WASHINGTON: America has ended its longest war in Afghanistan, President Joe Biden announced, hours after the final US evacuation plane flew out of Kabul airport amidst celebratory gunfire from the Taliban, leaving the war-ravaged country in disarray and its future uncertain under the rule of hardline Islamist militants.
The last plane carrying US forces left Afghanistan on Monday around midnight, a day ahead of schedule, ending a 20-year war that left nearly 2,500 American troops dead and spanned four presidencies.
The C17 aircraft's departure from Kabul's international airport was the final chapter in a contentious military effort, which eventually saw the US handing Afghanistan back to the very Islamist militants it sought to root out when American troops entered the country in 2001.
Celebratory gunfire and fireworks erupted across Kabul as Taliban fighters took control of the airport following the withdrawal, proclaiming “full independence” for Afghanistan.
“Now, our 20-year military presence in Afghanistan has ended,” Biden said on Monday, thanking the armed forces for their execution of the dangerous retrograde from Afghanistan with no further loss of American lives. “For now, I will report that it was the unanimous recommendation of the Joint Chiefs and of all of our commanders on the ground to end our airlift mission as planned.
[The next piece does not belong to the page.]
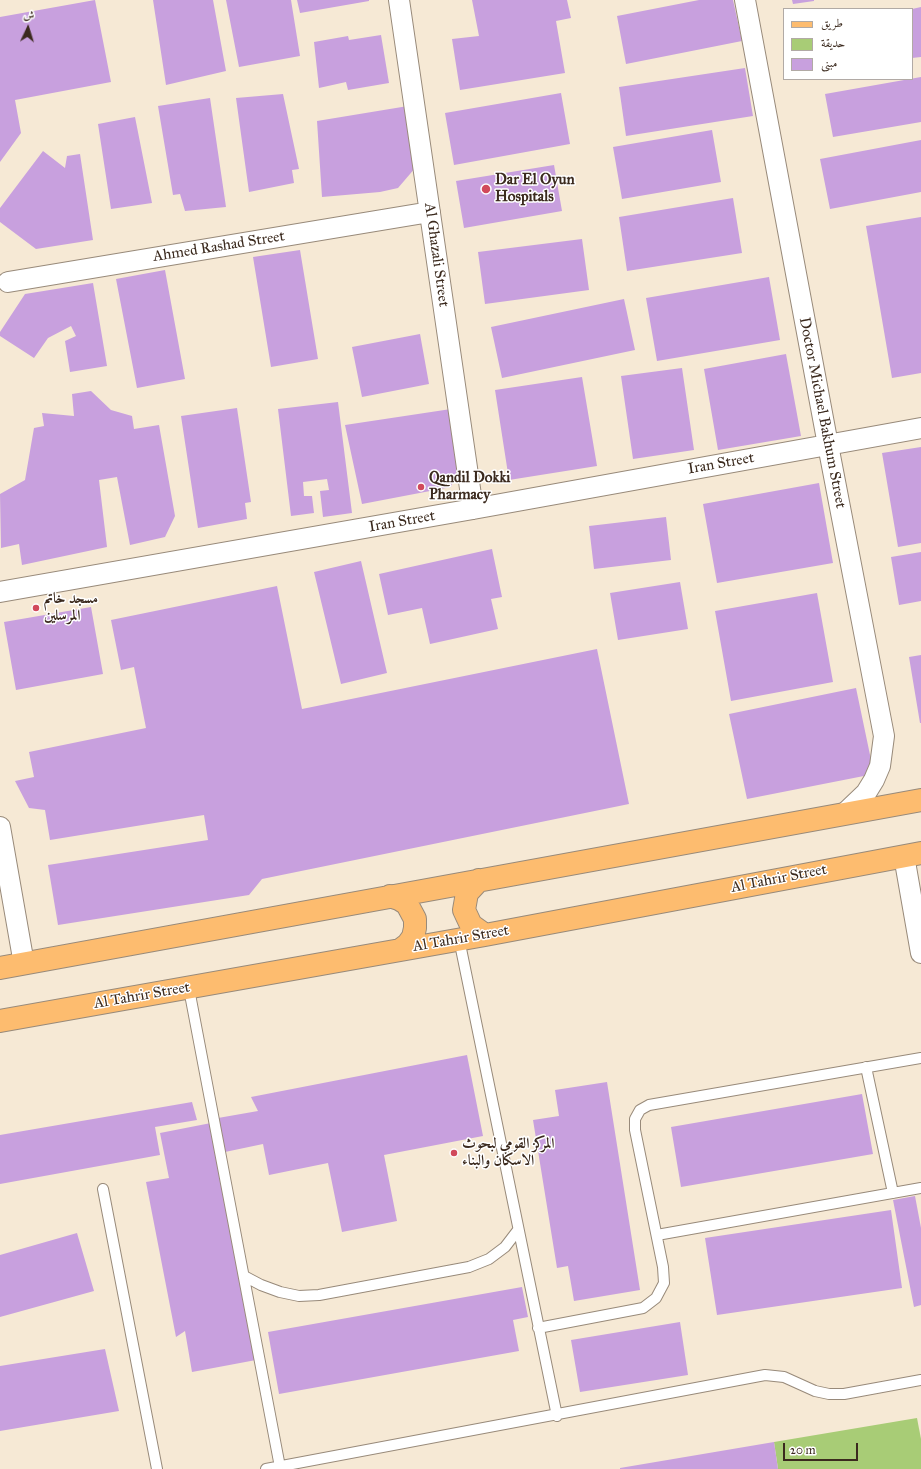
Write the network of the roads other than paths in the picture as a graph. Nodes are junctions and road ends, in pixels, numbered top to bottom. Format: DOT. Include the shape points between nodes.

Their view was that ending our military mission was the best way to protect the lives of our troops, and secure the prospects of civilian departures for those who want to leave Afghanistan in the weeks and months ahead,” Biden said, defending his decision to stick with the August 31 deadline despite mounting criticism from political opponents, and even from some allies.
The head of US Central Command General Kenneth ‘Frank’ McKenzie announced the end of the mission to Afghanistan during a news conference on Monday at the Pentagon, informing reporters the last US aircraft took off in Kabul just before midnight local time, ahead of President Biden's deadline for completing the withdrawal.
“It's a mission that brought Osama bin Laden to justice, along with many of his al-Qaida co-conspirators,” McKenzie said, noting the cost to the US was high. “Two thousand four hundred sixty-one US service members and civilians killed, and more than 20,000 who were injured,” he said. “We did not get everybody out that we wanted to get out,” he said about the 18-day effort described as the largest airlift in US military history.
In the end, McKenzie said, the US evacuated over 79,000 civilians through the Kabul airport, which includes 6,000 Americans and about 73,000 Afghans and third-country nationals. Following the US pullout, Taliban fighters were seen exploring Kabul airport and taking over its facilities, including a hangar with aircraft apparently left behind by the American military.
“The Taliban has made commitments on safe passage and the world will hold them to their commitments. It will include ongoing diplomacy in Afghanistan and coordination with partners in the region to reopen the airport allowing for continued departure for those who want to leave and delivery of humanitarian assistance to the people of Afghanistan,” Biden said.